Faster and better than a physician?: Assessing diagnostic proficiency of ChatGPT in misdiagnosed individuals with neuromyelitis optica spectrum disorder

Kevin Shan; Mahi A Patel; Morgan McCreary; Tom G Punnen; Francisco Villalobos; Lauren M Tardo; Lindsay A Horton; Peter V Sguigna; Kyle M Blackburn; Shanan B Munoz; Katy W Burgess; Tatum M Moog; Alexander D Smith; Darin T Okuda

doi:10.1016/j.jns.2024.123360

Faster and better than a physician?: Assessing diagnostic proficiency of ChatGPT in misdiagnosed individuals with neuromyelitis optica spectrum disorder

J Neurol Sci. 2024 Dec 19:468:123360. doi: 10.1016/j.jns.2024.123360. Online ahead of print.

Affiliations

¹ The University of Texas Southwestern Medical Center, School of Medicine, Dallas, TX, USA.
² The University of Texas Southwestern Medical Center, Department of Neurology, Neuroinnovation Program, Multiple Sclerosis & Neuroimmunology Imaging Program, Dallas, TX, USA; The University of Texas Southwestern Medical Center, Peter O'Donnell Jr.
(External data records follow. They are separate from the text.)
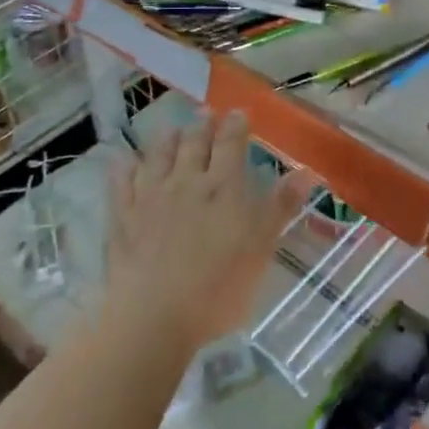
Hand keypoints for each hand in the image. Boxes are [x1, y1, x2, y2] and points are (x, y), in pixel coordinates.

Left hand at [103, 111, 310, 353]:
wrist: (155, 316)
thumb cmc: (218, 287)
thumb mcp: (261, 248)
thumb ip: (281, 207)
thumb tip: (305, 171)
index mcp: (223, 187)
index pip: (230, 144)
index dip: (235, 125)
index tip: (238, 112)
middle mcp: (187, 181)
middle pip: (194, 143)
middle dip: (202, 125)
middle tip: (205, 113)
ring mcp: (150, 196)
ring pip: (159, 155)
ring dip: (167, 139)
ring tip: (171, 129)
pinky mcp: (123, 217)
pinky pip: (122, 182)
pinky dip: (125, 167)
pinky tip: (125, 161)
Brain Institute, Dallas, TX, USA.
³ Texas Tech University Health Sciences Center, School of Medicine, Lubbock, TX, USA.
⁴ The University of Texas Southwestern Medical Center, Department of Neurology, Neuroinnovation Program, Multiple Sclerosis & Neuroimmunology Imaging Program, Dallas, TX, USA; The University of Texas Southwestern Medical Center, Peter O'Donnell Jr. Brain Institute, Dallas, TX, USA. Electronic address: [email protected].

PMID: 39733714
DOI: 10.1016/j.jns.2024.123360

Abstract

Background: Neuromyelitis optica spectrum disorder (NMOSD) is a commonly misdiagnosed condition. Driven by cost-consciousness and technological fluency, distinct generations may gravitate towards healthcare alternatives, including artificial intelligence (AI) models, such as ChatGPT (Generative Pre-trained Transformer). Our objective was to evaluate the speed and accuracy of ChatGPT-3.5 (GPT-3.5) in the diagnosis of people with NMOSD (PwNMOSD) initially misdiagnosed.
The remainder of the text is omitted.